- Extracted information:
========

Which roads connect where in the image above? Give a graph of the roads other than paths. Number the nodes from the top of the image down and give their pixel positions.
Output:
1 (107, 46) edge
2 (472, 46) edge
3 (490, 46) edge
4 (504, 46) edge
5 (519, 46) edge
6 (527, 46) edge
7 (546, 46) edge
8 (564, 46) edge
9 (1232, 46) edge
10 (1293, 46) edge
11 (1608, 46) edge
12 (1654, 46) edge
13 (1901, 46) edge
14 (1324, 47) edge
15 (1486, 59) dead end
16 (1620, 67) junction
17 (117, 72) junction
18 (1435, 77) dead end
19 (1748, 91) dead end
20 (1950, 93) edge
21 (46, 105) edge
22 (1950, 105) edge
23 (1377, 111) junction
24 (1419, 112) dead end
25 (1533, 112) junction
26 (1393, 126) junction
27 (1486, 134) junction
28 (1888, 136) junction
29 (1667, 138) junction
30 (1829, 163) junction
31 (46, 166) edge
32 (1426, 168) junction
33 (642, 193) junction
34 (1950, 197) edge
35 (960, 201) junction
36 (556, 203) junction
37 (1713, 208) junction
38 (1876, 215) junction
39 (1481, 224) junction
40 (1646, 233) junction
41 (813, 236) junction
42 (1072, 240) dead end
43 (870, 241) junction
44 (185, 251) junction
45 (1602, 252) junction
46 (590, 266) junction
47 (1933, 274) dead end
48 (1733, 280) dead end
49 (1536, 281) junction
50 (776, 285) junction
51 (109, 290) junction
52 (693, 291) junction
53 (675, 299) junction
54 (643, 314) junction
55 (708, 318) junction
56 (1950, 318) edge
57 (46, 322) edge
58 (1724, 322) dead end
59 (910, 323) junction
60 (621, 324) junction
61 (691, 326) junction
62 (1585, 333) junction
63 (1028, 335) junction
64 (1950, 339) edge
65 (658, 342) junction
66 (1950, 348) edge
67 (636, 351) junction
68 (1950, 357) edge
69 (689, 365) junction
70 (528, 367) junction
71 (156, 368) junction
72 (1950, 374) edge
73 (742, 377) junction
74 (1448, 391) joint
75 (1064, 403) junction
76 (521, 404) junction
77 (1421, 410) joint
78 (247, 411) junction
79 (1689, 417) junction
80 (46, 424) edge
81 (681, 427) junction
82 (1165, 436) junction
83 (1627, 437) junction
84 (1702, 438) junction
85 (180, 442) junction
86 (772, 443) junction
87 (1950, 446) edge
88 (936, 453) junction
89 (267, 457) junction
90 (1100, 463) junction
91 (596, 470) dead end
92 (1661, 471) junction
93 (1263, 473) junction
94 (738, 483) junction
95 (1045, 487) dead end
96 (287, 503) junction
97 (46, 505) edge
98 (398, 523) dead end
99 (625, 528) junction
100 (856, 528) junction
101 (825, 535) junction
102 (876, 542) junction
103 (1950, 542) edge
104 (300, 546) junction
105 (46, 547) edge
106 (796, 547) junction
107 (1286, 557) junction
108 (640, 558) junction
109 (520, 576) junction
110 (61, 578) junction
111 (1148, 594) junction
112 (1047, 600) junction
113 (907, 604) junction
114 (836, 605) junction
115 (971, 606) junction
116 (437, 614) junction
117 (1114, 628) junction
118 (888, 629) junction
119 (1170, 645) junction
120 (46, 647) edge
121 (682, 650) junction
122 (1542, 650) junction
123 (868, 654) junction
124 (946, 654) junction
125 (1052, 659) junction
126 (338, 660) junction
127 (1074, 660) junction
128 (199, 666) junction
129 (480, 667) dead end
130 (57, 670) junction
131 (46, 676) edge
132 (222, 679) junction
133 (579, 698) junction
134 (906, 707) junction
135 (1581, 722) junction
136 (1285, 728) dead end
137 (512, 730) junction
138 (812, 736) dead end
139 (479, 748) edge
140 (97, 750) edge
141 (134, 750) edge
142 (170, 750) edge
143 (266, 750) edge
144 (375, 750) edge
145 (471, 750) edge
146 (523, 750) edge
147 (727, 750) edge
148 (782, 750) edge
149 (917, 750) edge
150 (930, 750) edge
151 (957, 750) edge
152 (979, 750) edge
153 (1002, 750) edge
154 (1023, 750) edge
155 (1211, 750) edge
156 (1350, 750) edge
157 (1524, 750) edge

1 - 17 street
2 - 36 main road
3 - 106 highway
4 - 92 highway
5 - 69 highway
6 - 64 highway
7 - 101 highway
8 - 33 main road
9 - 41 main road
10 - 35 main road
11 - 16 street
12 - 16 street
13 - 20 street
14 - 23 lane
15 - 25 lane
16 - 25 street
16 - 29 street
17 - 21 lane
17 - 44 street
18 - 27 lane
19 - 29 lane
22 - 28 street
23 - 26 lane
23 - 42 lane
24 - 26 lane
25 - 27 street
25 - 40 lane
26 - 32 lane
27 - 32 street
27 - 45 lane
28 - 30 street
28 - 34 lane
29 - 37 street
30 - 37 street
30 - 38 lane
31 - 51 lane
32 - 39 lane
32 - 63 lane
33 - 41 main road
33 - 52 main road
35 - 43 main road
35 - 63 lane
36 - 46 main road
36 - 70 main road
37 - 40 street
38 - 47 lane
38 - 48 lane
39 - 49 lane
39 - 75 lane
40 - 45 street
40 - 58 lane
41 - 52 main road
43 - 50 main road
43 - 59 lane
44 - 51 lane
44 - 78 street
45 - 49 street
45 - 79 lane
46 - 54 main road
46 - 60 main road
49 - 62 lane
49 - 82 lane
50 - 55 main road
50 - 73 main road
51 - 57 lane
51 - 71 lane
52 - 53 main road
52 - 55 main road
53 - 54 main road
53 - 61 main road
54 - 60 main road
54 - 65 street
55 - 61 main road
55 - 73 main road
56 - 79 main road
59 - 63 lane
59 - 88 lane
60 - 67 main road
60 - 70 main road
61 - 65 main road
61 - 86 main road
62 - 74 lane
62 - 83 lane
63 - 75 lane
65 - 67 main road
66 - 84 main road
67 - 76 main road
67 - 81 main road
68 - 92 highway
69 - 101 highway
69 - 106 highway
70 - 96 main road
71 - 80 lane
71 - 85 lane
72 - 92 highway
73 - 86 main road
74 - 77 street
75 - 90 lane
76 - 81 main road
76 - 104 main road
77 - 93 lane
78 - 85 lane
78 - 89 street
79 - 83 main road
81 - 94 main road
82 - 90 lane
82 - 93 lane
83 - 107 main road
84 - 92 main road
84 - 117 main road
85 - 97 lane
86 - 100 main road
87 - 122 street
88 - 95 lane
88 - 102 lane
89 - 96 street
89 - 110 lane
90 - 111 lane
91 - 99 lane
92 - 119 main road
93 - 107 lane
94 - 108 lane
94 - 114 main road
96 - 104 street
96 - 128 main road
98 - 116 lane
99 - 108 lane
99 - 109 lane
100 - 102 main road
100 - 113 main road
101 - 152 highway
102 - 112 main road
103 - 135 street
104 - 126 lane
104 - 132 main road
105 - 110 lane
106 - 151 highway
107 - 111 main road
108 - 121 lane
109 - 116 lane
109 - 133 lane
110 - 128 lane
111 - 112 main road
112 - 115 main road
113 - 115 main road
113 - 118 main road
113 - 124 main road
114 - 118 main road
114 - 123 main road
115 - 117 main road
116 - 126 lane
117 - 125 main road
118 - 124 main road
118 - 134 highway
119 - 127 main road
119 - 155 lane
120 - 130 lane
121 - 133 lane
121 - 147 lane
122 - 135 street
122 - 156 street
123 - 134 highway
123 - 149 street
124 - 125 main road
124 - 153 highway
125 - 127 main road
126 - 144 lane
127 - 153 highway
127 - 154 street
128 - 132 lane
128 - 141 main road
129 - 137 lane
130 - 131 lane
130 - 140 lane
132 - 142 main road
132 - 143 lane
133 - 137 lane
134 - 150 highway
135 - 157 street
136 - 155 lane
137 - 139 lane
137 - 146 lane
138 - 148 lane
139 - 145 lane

========

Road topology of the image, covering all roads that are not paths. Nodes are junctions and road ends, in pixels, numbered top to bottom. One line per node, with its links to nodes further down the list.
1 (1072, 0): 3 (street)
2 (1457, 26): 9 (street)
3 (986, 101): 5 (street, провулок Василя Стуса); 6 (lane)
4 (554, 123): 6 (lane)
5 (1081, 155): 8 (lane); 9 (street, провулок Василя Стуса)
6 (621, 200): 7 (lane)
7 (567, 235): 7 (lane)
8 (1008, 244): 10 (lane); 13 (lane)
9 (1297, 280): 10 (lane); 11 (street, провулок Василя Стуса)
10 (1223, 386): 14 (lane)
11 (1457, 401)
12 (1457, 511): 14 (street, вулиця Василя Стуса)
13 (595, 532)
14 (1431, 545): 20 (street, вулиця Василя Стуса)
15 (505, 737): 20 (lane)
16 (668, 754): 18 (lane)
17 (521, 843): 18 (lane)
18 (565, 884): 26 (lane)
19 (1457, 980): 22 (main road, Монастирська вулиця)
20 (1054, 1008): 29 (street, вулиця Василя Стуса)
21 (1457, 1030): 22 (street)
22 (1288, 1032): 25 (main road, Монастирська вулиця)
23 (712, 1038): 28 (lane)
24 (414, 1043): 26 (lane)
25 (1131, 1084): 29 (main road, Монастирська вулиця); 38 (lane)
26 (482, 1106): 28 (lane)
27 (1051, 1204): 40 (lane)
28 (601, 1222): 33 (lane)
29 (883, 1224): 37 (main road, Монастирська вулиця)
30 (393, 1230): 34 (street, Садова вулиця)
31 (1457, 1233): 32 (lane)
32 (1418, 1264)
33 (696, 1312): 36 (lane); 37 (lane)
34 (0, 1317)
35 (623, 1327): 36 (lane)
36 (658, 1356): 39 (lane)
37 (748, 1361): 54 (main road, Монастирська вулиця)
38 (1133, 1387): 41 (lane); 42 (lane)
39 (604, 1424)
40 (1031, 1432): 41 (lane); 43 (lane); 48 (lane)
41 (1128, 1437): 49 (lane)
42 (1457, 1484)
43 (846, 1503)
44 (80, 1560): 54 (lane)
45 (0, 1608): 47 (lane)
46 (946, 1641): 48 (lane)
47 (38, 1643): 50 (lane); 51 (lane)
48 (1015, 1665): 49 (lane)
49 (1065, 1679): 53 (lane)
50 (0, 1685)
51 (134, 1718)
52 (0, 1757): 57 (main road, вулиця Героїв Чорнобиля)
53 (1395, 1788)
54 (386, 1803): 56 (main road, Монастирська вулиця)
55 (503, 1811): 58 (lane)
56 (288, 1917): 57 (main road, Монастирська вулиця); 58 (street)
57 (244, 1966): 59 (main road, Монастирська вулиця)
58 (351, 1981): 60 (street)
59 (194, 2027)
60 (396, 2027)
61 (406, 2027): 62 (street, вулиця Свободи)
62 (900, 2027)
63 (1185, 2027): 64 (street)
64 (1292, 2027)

========

- Problem to solve: What is the number of lines in the listing that hold the word "paths"? Say only that number.

- Result for this exercise: 2